(Entries supplied)

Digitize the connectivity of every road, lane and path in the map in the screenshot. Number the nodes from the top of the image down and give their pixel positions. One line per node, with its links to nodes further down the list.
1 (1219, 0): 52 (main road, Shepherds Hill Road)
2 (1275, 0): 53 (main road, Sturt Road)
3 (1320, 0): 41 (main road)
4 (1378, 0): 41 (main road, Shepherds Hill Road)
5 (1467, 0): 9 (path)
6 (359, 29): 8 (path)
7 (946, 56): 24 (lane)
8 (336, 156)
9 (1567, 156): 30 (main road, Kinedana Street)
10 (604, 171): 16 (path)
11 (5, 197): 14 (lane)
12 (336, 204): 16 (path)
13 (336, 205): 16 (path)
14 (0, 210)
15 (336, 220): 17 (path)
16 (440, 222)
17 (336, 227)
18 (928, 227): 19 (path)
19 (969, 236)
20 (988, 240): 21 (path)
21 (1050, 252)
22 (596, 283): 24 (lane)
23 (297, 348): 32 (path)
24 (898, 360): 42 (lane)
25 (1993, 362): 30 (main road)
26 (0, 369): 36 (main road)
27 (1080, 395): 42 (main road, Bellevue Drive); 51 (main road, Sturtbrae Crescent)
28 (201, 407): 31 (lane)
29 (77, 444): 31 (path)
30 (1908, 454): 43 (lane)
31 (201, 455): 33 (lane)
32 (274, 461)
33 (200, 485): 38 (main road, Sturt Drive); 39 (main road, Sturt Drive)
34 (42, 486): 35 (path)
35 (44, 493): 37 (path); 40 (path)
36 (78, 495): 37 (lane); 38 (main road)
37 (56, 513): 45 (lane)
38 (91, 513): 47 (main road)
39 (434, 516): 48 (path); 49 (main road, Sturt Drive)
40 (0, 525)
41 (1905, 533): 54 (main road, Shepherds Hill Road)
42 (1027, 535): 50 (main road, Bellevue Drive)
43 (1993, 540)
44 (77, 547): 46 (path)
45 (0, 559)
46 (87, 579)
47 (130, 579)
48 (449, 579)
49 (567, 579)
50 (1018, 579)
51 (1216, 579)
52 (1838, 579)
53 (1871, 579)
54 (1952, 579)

(End Entries supplied)
(Entries supplied)

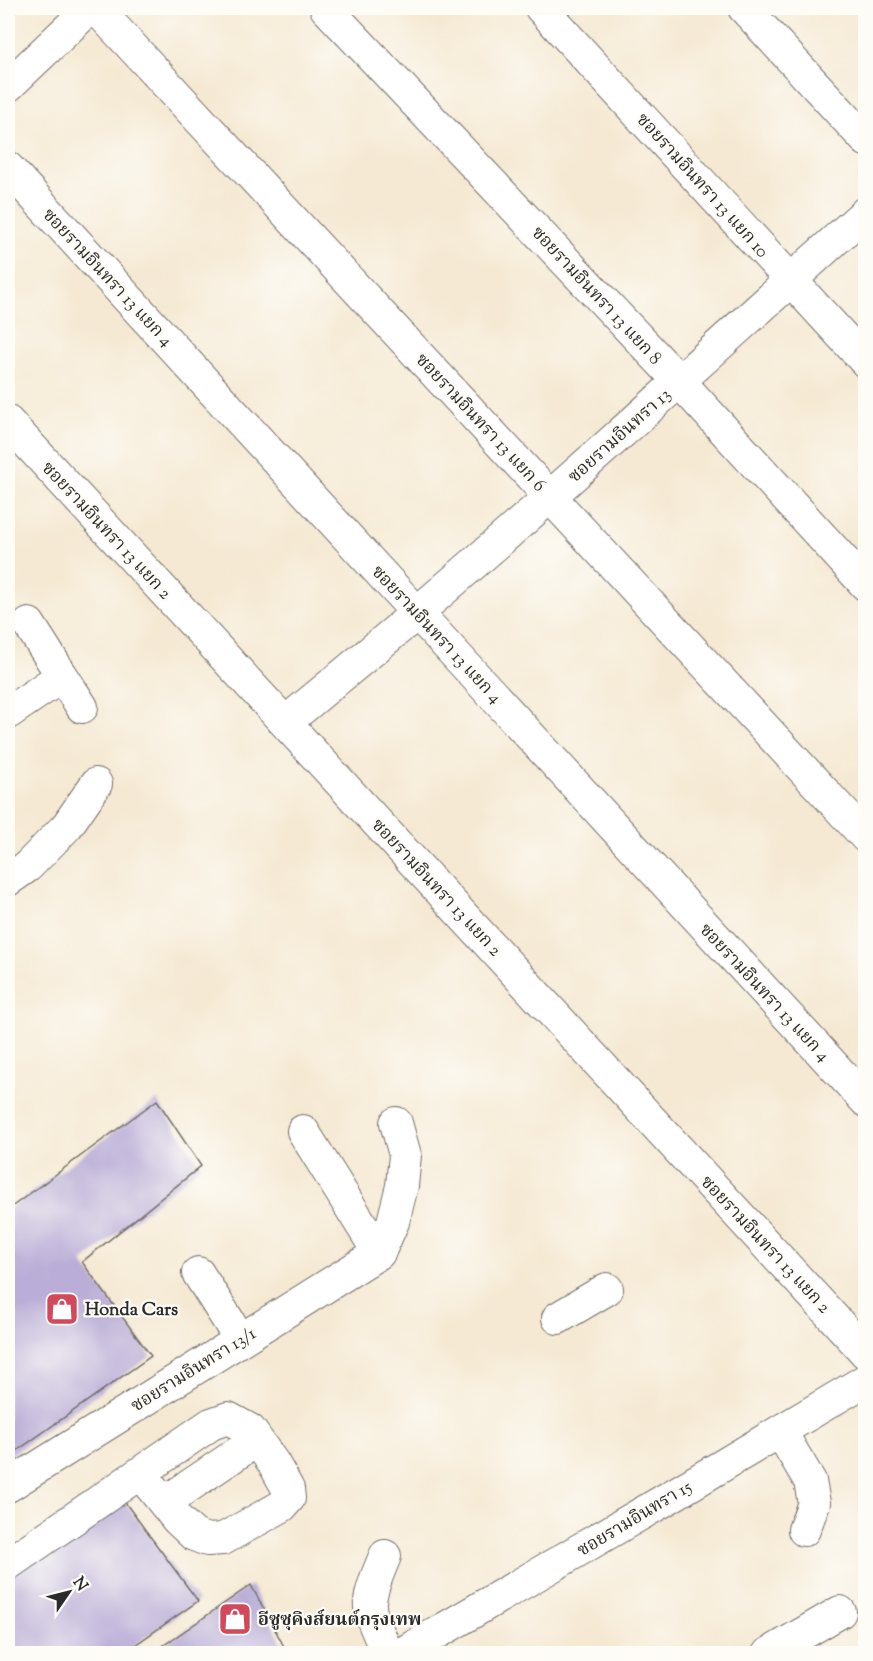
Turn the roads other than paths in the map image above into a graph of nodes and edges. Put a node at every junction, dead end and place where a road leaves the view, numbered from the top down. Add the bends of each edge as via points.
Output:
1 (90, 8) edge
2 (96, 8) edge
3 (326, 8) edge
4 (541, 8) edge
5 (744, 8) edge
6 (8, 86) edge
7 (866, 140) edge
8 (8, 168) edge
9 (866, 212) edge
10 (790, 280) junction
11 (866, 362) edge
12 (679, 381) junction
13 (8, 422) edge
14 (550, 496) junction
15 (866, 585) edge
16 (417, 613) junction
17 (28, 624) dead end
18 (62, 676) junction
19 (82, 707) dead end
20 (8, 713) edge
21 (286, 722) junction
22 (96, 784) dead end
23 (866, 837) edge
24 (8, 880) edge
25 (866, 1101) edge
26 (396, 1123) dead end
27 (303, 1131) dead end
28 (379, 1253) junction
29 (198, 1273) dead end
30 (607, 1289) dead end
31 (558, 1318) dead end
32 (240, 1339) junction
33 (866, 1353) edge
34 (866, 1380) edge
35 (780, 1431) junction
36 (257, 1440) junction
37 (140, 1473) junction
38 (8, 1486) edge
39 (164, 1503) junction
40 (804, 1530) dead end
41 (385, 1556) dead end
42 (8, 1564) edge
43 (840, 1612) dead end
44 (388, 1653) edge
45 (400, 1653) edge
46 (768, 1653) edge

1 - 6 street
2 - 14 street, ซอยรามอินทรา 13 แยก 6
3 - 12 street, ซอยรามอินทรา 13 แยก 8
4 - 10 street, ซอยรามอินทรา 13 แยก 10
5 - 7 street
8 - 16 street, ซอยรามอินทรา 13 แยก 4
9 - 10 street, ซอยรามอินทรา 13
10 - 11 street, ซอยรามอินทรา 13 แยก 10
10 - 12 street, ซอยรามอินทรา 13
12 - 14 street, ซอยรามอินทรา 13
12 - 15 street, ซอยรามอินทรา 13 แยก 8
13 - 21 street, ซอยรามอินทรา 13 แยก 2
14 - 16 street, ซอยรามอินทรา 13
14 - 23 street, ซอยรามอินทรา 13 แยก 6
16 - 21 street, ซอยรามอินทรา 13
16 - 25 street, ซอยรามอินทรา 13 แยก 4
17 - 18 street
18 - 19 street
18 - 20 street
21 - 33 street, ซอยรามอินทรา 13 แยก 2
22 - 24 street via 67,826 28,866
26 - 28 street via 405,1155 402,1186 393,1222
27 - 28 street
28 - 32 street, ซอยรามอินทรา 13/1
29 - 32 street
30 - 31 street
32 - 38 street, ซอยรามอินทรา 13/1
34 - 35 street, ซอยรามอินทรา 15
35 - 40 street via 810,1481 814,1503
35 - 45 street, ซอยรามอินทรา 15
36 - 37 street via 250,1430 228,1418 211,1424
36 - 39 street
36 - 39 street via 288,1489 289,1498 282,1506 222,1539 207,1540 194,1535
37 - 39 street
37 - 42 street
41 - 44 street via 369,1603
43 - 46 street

(End Entries supplied)
(Entries supplied)

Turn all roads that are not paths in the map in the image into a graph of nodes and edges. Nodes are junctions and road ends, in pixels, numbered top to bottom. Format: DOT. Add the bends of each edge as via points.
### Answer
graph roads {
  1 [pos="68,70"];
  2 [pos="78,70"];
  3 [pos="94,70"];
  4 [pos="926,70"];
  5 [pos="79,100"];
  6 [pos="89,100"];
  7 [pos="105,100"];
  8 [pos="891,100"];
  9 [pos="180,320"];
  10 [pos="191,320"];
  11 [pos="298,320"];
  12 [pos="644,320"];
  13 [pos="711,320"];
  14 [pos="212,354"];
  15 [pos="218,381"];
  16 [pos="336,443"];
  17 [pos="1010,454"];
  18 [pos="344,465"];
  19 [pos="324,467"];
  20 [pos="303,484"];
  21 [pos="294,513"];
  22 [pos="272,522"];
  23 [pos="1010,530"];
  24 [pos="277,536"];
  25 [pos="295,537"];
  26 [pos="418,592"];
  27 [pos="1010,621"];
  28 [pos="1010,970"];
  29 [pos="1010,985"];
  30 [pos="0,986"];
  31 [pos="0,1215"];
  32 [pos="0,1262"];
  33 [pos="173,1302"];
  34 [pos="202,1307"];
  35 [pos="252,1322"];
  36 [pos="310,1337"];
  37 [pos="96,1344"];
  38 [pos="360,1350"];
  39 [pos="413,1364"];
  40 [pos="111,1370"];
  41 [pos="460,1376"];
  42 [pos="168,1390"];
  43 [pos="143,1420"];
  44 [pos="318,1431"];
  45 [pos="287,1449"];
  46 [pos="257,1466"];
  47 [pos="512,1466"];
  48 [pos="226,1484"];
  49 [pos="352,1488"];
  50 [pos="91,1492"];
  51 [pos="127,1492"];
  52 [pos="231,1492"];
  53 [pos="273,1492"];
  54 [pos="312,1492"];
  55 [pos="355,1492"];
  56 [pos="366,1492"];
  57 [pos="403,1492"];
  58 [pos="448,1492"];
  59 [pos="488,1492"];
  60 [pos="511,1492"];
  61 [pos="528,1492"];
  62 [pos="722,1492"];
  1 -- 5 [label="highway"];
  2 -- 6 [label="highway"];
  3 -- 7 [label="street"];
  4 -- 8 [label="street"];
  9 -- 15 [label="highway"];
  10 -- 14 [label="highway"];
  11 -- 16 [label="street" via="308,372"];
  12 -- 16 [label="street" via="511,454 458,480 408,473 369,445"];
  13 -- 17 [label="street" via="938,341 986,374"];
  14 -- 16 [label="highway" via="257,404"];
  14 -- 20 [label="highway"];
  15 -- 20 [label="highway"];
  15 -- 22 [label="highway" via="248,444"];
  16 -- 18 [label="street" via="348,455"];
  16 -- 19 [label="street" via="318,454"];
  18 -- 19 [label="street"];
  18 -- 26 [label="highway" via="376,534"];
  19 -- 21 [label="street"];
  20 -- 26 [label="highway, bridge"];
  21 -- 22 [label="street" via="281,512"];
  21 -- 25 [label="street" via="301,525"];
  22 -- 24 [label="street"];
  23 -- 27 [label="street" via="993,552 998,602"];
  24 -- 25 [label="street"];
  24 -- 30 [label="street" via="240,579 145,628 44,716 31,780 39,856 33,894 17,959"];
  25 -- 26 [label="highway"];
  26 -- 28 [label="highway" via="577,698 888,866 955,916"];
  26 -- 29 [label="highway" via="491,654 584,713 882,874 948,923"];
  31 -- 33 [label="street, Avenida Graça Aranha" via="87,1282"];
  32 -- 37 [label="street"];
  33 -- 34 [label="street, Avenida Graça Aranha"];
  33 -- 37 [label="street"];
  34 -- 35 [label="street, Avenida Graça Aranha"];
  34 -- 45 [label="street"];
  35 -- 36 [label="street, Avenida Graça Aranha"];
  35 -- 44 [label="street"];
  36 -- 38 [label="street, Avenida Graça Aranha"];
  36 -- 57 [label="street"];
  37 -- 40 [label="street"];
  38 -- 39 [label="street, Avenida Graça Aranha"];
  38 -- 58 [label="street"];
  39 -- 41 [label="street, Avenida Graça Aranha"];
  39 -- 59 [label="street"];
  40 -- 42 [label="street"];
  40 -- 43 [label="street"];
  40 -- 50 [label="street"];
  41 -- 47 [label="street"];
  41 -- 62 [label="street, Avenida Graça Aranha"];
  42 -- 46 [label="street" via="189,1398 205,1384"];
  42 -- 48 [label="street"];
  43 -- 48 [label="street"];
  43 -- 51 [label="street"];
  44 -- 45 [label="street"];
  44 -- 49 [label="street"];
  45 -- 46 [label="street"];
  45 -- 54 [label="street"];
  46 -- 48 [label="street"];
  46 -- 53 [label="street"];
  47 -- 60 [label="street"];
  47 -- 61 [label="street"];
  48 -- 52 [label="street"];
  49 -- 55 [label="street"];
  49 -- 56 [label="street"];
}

(End Entries supplied)

**Work instructions:** Please report every line of the records above that contains the word "image".

**Response area:**
Digitize the connectivity of every road, lane and path in the map in the screenshot. Number the nodes from the top of the image down and give their pixel positions. One line per node, with its links to nodes further down the list.
Turn the roads other than paths in the map image above into a graph of nodes and edges. Put a node at every junction, dead end and place where a road leaves the view, numbered from the top down. Add the bends of each edge as via points.
Turn all roads that are not paths in the map in the image into a graph of nodes and edges. Nodes are junctions and road ends, in pixels, numbered top to bottom. Format: DOT. Add the bends of each edge as via points.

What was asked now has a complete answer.